Banane : la chute vertigineuse des exportations

En février 2020, elles ont été déficitaires de 6532 tonnes. En janvier dernier, la baisse a été de 535 tonnes.

D’après l’Association bananière du Cameroun (Assobacam), les exportations de bananes s’élèvent à 20 962 tonnes au 31 janvier 2020, contre 21497 tonnes au mois de janvier 2019. En février 2020, les expéditions de bananes ont culminé à 14965 tonnes, alors qu’à la même période l’an dernier, elles se situaient à 21497 tonnes.

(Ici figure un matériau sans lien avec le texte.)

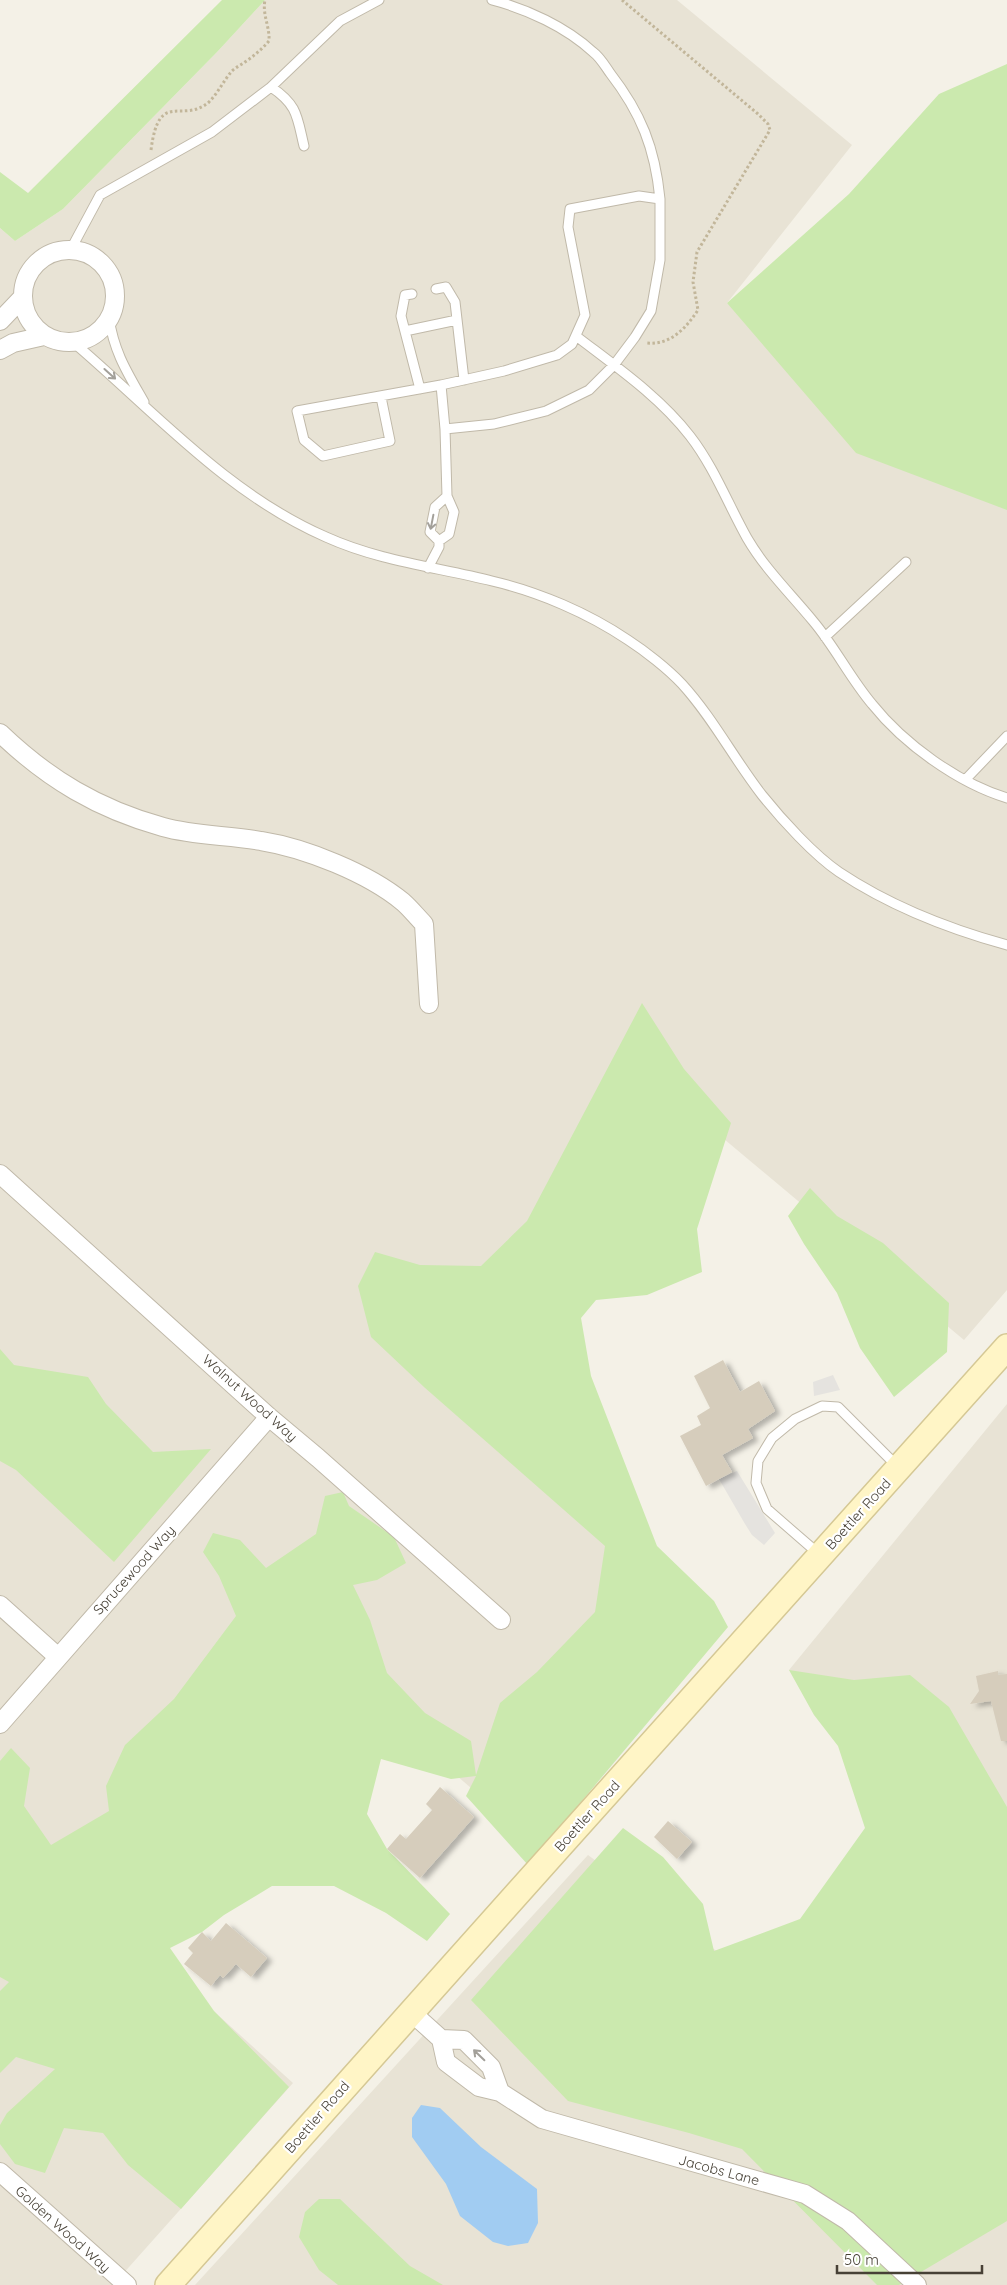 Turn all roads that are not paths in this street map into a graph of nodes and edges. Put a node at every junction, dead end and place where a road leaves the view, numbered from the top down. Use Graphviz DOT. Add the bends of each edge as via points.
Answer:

Ce recul des exportations est lié à la baisse des activités survenue à la société des Plantations du Haut Penja (PHP), filiale locale de la Compagnie fruitière de Marseille. Dans le détail, PHP n’a exporté que 13847 tonnes au mois de février 2020, contre 19737 tonnes à la même période en 2019. Ce qui révèle un déficit de 5890 tonnes. Au premier mois de l’année, les exportations de PHP ont chuté de 477 tonnes, partant de 19 730 tonnes en janvier 2019 à, à peine 19 253 tonnes en janvier 2020.

Dans cet ordre d’idées, l’autre producteur de bananes encore en activité, Boh Plantations Pic a enregistré une baisse des exportations de 642 tonnes. Elles sont passées de 1760 tonnes de bananes en février 2019, à seulement 1118 tonnes au mois de février 2020. Elles ont été de 1709 tonnes en janvier 2020, contre 1767 tonnes à la même période l’année dernière.

Entre temps, depuis septembre 2018, les activités de la Cameroon Development Corporation (CDC), l’un des plus gros producteurs du Cameroun avec 16.000 tonnes par mois, sont à l’arrêt du fait de l’insécurité entretenue dans les plantations et les usines par les séparatistes qui revendiquent depuis 2016, la partition du pays.

A l’évidence, les structures économiques du Nord-Ouest et du Sud-Ouest sont spécialement ciblées. De fait, plusieurs aspects de cette crise sont délibérément organisés à cette fin et débouchent sur des conséquences économiques gravissimes. Au rang de ces actions malveillantes, l’on recense les « villes mortes » qui selon le Groupement interpatronal du Cameroun (Gicam), « ont des conséquences dramatiques sur les activités économiques et les revenus des ménages. Les artisans et les commerces de détails étaient les premiers à en pâtir. Au vu du prolongement de ces opérations, le rattrapage des journées d’activité perdues est devenu impossible pour l’ensemble des acteurs économiques ».

D’après le Gicam, elles « ont commencé par les chantiers de réalisation des infrastructures publiques à travers les enlèvements des employés déployés par les entreprises et ont stoppé net leurs réalisations. Elles ont ensuite ciblé les installations des entreprises parapubliques (Pamol et CDC), paralysant systématiquement l’activité de ces mastodontes qui ont pourtant des effets structurants importants sur l’écosystème économique de leurs zones d’implantation et au-delà. Les attaques sont désormais également perpétrées de manière aveugle sur les outils de production dans tous les secteurs comme des cibles faciles. »

Aussi, la contre-performance de la CDC provient de la crise dans les régions anglophones, où l’entreprise, deuxième employeur du Cameroun après l’Etat, détient ses plantations, dans le Sud-Ouest notamment. Ses installations ont été soit vandalisées, soit fermées du fait de cette crise.

La banane est le troisième produit d’exportation du Cameroun, derrière le pétrole brut et le bois en grumes ou scié, mais devant le cacao et le coton. Le Cameroun s’est fixé l’objectif de porter la production de banane à 500.000 tonnes à l’horizon 2035.

En 2015, le Cameroun avait atteint une production record de 278.450 tonnes, détrônant la Côte d’ivoire au rang de premier producteur de banane dans la zone Afrique-Caraïbes-Pacifique (Acp).